Liga Konferencji: Śląsk Wrocław wraca do europejskich pucharów po sześciu latach
W czwartek Śląsk Wrocław rozpocznie grę w eliminacjach piłkarskiej Ligi Konferencji i będzie to powrót zespołu ze stolicy Dolnego Śląska do europejskich pucharów po sześciu latach. Największym sukcesem do tej pory był ćwierćfinał Pucharu Zdobywców Pucharów w sezonie 1976/77.
Ostatni raz Śląsk w europejskich pucharach grał w sezonie 2015/16, kiedy występował w eliminacjach Ligi Europy.
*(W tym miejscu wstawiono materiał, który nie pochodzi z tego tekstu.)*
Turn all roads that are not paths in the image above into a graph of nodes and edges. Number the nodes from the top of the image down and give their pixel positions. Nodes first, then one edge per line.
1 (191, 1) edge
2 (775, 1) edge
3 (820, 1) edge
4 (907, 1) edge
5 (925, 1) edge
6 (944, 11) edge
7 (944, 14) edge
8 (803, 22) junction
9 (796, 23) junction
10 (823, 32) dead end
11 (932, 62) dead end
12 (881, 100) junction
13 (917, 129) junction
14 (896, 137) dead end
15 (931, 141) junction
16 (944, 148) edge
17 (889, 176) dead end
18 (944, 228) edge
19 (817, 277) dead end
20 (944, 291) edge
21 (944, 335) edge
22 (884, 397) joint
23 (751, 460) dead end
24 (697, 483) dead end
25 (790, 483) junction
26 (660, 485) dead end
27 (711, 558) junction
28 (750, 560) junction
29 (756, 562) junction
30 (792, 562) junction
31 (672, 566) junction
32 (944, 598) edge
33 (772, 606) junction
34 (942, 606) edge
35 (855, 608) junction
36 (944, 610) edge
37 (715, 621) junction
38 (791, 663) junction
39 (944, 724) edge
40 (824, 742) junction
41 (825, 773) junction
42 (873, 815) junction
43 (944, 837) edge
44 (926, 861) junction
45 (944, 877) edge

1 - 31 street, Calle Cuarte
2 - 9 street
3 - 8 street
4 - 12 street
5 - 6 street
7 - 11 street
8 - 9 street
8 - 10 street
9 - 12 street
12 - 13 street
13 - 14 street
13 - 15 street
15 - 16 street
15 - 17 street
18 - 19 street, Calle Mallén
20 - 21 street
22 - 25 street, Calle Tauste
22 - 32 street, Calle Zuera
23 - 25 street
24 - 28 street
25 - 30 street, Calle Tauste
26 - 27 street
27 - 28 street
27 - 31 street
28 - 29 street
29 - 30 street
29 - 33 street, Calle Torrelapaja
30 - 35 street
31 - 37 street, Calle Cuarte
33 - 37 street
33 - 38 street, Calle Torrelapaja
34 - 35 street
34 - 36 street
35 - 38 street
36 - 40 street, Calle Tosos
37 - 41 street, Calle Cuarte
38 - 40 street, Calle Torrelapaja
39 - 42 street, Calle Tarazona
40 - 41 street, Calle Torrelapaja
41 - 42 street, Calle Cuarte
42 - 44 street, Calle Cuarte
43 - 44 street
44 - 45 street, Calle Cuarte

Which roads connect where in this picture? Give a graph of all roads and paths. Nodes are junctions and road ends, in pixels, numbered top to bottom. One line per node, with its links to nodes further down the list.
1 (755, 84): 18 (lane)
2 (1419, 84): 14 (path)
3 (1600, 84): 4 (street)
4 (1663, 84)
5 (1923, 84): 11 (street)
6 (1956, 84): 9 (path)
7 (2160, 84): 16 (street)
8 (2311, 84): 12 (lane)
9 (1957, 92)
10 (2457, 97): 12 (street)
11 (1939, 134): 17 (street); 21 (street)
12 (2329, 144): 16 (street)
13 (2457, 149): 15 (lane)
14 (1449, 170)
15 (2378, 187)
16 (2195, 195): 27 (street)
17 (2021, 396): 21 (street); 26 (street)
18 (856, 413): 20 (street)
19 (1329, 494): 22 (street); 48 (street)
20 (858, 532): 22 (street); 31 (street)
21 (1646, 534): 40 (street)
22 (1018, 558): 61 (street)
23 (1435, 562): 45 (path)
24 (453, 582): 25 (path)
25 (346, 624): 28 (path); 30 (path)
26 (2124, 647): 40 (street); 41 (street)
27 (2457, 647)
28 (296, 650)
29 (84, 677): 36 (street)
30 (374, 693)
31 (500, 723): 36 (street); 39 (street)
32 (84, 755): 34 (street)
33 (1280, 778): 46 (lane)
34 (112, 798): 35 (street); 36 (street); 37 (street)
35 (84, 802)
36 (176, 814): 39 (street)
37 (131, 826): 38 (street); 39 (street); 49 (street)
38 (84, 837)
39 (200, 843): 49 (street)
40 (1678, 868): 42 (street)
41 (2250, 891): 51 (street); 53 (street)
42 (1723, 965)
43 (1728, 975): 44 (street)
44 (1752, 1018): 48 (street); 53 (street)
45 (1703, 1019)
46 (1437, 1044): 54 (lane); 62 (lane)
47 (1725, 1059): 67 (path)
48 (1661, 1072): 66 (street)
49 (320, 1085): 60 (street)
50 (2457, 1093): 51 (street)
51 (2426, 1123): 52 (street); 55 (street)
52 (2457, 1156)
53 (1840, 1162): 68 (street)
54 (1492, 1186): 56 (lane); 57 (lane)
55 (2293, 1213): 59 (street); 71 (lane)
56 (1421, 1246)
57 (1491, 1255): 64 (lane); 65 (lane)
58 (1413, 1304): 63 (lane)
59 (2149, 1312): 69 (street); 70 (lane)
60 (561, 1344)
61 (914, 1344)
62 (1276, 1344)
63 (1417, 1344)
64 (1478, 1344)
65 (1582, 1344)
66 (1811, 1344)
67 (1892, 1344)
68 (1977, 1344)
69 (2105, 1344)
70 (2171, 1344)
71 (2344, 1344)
W pierwszej rundzie wrocławianie wyeliminowali wówczas NK Celje (1:0, 3:1) ze Słowenii, ale w kolejnej musieli uznać wyższość IFK Goeteborg (0:0, 0:2). W sumie będzie to 12. podejście zespołu ze stolicy Dolnego Śląska do rozgrywek międzynarodowych.
Najlepiej zielono-biało-czerwoni radzili sobie w sezonie 1976/77 w nieistniejącym już Pucharze Zdobywców Pucharów, gdzie dotarli do ćwierćfinału. Tam drużyna prowadzona przez legendarnego trenera Władysława Żmudę zmierzyła się z SSC Napoli. W pierwszym meczu na Stadionie Olimpijskim w obecności ponad 40 tysięcy kibiców padł bezbramkowy remis. W rewanżu Włosi już po dziewięciu minutach prowadzili 1:0, zaraz po przerwie dołożyli kolejnego gola i skończyło się na 2:0.
Zobacz także: Liga Mistrzów: Bodo/Glimt - Legia Warszawa. Kiedy jest mecz?
Do dzisiaj trwają wśród kibiców Śląska, ale też i samych byłych piłkarzy, spekulacje: „co by było gdyby”. Co by było gdyby najlepszy strzelec wrocławian Jan Sybis był zdrowy, co by było gdyby zawodnicy we Włoszech koncentrowali się tylko na samym spotkaniu, a nie zwiedzaniu i chodzeniu po sklepach.
Sezon wcześniej wrocławianie grali w Pucharze UEFA i z tym startem związane są równie gorące wspomnienia, bo na Dolny Śląsk przyjechał wówczas wielki Liverpool FC. Śląsk wcześniej wyeliminował GAIS ze Szwecji (1:2, 4:2), Royal Antwerp (1:1, 2:1) i w trzeciej rundzie trafili na Anglików. Liverpool okazał się zdecydowanie lepszy (1:2, 0:3), ale do dzisiaj starci fani wspominają wypełniony po brzegi Stadion Olimpijski a piłkarze z uśmiechem mówią, jak to goście byli lepiej przygotowani sprzętowo do gry na zmarzniętej murawie niż gospodarze.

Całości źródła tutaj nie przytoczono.